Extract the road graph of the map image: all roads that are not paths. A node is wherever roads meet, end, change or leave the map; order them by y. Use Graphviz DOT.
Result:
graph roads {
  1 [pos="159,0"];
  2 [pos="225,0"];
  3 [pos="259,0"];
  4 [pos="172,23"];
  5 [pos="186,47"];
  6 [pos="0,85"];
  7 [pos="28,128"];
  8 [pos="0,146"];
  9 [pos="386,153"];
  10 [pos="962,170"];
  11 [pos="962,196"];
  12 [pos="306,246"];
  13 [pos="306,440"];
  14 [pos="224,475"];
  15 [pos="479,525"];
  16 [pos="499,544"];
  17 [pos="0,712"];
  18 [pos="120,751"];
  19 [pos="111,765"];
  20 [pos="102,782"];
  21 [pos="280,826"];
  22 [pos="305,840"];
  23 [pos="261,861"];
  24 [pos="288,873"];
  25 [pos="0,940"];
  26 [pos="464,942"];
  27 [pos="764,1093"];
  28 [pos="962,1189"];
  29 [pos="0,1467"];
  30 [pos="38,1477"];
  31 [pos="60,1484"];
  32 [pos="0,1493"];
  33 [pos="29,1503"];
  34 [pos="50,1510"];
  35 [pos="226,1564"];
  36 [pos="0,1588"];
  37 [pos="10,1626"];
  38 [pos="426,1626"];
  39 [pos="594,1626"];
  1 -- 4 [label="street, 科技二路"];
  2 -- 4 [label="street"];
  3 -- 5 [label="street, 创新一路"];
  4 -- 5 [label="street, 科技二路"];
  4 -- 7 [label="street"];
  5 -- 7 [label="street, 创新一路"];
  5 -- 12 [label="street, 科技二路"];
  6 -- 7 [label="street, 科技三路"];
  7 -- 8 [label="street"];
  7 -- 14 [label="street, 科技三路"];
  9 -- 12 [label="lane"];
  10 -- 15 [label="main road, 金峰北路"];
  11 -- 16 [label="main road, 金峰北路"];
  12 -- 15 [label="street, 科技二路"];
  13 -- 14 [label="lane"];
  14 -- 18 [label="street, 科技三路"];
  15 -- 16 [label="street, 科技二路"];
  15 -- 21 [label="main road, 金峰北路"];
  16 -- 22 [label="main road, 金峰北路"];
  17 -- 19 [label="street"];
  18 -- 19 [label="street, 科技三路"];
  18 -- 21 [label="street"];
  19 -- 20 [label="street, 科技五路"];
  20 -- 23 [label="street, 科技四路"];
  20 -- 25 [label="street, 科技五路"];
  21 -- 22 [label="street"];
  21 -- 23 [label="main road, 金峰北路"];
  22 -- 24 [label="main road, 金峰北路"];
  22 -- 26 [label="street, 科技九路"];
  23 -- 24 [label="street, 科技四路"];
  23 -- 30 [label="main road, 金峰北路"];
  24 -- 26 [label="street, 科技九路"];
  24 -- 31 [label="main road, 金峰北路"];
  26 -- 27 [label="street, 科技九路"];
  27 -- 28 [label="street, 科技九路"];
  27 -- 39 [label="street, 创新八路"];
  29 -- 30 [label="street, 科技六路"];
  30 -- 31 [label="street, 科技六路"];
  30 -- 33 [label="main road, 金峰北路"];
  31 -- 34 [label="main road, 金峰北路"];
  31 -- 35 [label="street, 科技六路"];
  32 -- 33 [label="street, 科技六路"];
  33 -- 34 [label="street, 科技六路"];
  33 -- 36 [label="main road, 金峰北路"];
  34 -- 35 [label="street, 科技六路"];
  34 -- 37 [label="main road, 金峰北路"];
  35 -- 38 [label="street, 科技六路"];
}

+ + + + +

*WHAT IS NEEDED*
Could you copy every record above exactly as it appears?

*COMPLETED TASK*
Extract the road graph of the map image: all roads that are not paths. A node is wherever roads meet, end, change or leave the map; order them by y. Use Graphviz DOT.
Result:
graph roads {
  1 [pos="159,0"];
  2 [pos="225,0"];
  3 [pos="259,0"];
  4 [pos="172,23"];
  5 [pos="186,47"];
  6 [pos="0,85"];
  7 [pos="28,128"];
  8 [pos="0,146"];
  9 [pos="386,153"];
  10 [pos="962,170"];
  11 [pos="962,196"];
  12 [pos="306,246"];
  13 [pos="306,440"];
  14 [pos="224,475"];
  15 [pos="479,525"];
  16 [pos="499,544"];
  17 [pos="0,712"];
  18 [pos="120,751"];
  19 [pos="111,765"];
  20 [pos="102,782"];
  21 [pos="280,826"];
  22 [pos="305,840"];
  23 [pos="261,861"];
  24 [pos="288,873"];
  25 [pos="0,940"];
  26 [pos="464,942"];
  27 [pos="764,1093"];
  28 [pos="962,1189"];
  29 [pos="0,1467"];
  30 [pos="38,1477"];
  31 [pos="60,1484"];
  32 [pos="0,1493"];
  33 [pos="29,1503"];
  34 [pos="50,1510"];
  35 [pos="226,1564"];
  36 [pos="0,1588"];
  37 [pos="10,1626"];
  38 [pos="426,1626"];
  39 [pos="594,1626"];
  1 -- 4 [label="street, 科技二路"];
  2 -- 4 [label="street"];
  3 -- 5 [label="street, 创新一路"];
  4 -- 5 [label="street, 科技二路"];
  4 -- 7 [label="street"];
  5 -- 7 [label="street, 创新一路"];
  5 -- 12 [label="street, 科技二路"];
  6 -- 7 [label="street, 科技三路"];
  7 -- 8 [label="street"];
  7 -- 14 [label="street, 科技三路"];
  9 -- 12 [label="lane"];
  10 -- 15 [label="main road, 金峰北路"];
  11 -- 16 [label="main road, 金峰北路"];
  12 -- 15 [label="street, 科技二路"];
  13 -- 14 [label="lane"];
  14 -- 18 [label="street, 科技三路"];
  15 -- 16 [label="street, 科技二路"];
  15 -- 21 [label="main road, 金峰北路"];
  16 -- 22 [label="main road, 金峰北路"];
  17 -- 19 [label="street"];
  18 -- 19 [label="street, 科技三路"];
  18 -- 21 [label="street"];
  19 -- 20 [label="street, 科技五路"];
  20 -- 23 [label="street, 科技四路"];
  20 -- 25 [label="street, 科技五路"];
  21 -- 22 [label="street"];
  21 -- 23 [label="main road, 金峰北路"];
  22 -- 24 [label="main road, 金峰北路"];
  22 -- 26 [label="street, 科技九路"];
  23 -- 24 [label="street, 科技四路"];
  23 -- 30 [label="main road, 金峰北路"];
  24 -- 26 [label="street, 科技九路"];
  24 -- 31 [label="main road, 金峰北路"];
  26 -- 27 [label="street, 科技九路"];
  27 -- 28 [label="street, 科技九路"];
  27 -- 39 [label="street, 创新八路"];
  29 -- 30 [label="street, 科技六路"];
  30 -- 31 [label="street, 科技六路"];
  30 -- 33 [label="main road, 金峰北路"];
  31 -- 34 [label="main road, 金峰北路"];
  31 -- 35 [label="street, 科技六路"];
  32 -- 33 [label="street, 科技六路"];
  33 -- 34 [label="street, 科技六路"];
  33 -- 36 [label="main road, 金峰北路"];
  34 -- 35 [label="street, 科技六路"];
  34 -- 37 [label="main road, 金峰北路"];
  35 -- 38 [label="street, 科技六路"];
}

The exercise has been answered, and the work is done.